Anyway....back to my point. All of this soil testing and additives aren't necessary at all. Look back in time at how our ancestors fed their families year after year from their gardens. They never had to run to the local hardware store to get bags of this, packages of that, and sprays for another. They used nothing more than compost and/or manure. No peat moss, no vermiculite, and no chinamart bags of ready-to-go vegetable garden soil. They used physical labor, and what they had around them to gorw their food, and this is the very main point to this very long and outspoken post. Keep things simple. Use the basics that you have already available. Don't try to follow each and every thing that these books say. If you must use these books, use them as a guideline and not a bible. Seriously folks, don't make your garden more work than it actually is or needs to be. It's not that hard, it's not that complicated, and it's not that much work when you put it first.
Get out there and get your hands dirty. Dig your beds and grow things to feed yourself and your family. No matter what your reason behind your garden, give it the attention and respect that it deserves. Feel the power within you to free yourself, even just a little bit, from the marketing trap of the grocery store. Feel the freedom of doing things for yourself that you once felt could only be done by others. Take it seriously and make it a priority, and it will reward you with food and satisfaction for years to come.

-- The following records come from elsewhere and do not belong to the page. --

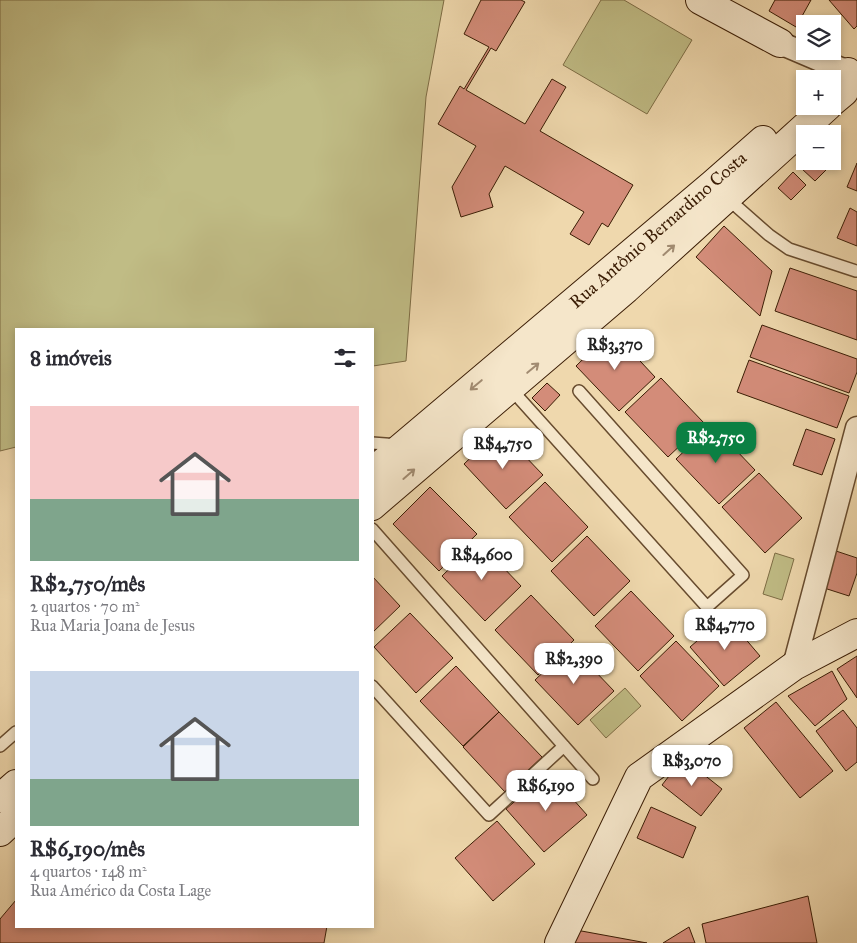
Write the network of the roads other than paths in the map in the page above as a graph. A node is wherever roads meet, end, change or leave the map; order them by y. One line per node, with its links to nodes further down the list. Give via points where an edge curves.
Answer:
1 (700, 0): 2 (street)
2 (780, 43): 3 (street)
3 (848, 73): 4 (street)
4 (841, 94)
5 (796, 112): 8 (street, Rua Antônio Bernardino Costa)
6 (818, 115): 7 (street, Rua Antônio Bernardino Costa)
7 (727, 198): 8 (street, Rua Antônio Bernardino Costa, one-way to 7); 9 (lane, via 789,249)
8 (631, 269): 10 (street, Rua Antônio Bernardino Costa, one-way to 8); 14 (street, Rua Antônio Bernardino Costa, one-way to 14)
9 (856, 271)
10 (510, 388): 11 (lane, via 707,607 743,575); 16 (street, Rua Antônio Bernardino Costa, one-way to 10)
11 (579, 391)
12 (857, 428): 19 (street)
13 (374, 443): 14 (lane)
14 (404, 446): 15 (street, Rua Antônio Bernardino Costa)
15 (374, 470)
16 (374, 504)
17 (374, 531): 23 (lane)
18 (857, 633): 19 (street)
19 (794, 666): 29 (street, via 639,777)
20 (374, 688): 23 (lane, via 489,815)
21 (15, 733): 22 (lane)
22 (0, 746)
23 (564, 746): 24 (lane)
24 (593, 779)
25 (15, 785): 26 (street)
26 (0, 798)
27 (15, 818): 28 (street)
28 (0, 832)
29 (559, 943)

One last thing, for those that know who I am referring to. There is a somewhat famous family who has managed to feed themselves for years on a plot of land smaller than ours. They have written books and articles, teach classes, and run several websites. By recently turning themselves into one of corporate-like, money grubbing machines that the spoke out against for so many years, they have lost thousands of followers. They stood on common garden ground with many of us for many years, but now thanks to greed, and quite frankly, egos, they are nothing now but the manure between our toes. Use them as an example. Show them that anyone can do the same things they have by making it a priority. Show them that they aren't and weren't the kings of the movement to bring homesteading back to the suburbs. Prove to them, and to yourself, that it CAN and WILL be done by anyone. Knock them off that high horse they have been riding for so long, and put them in the compost pile where they belong, with the rest of the garbage.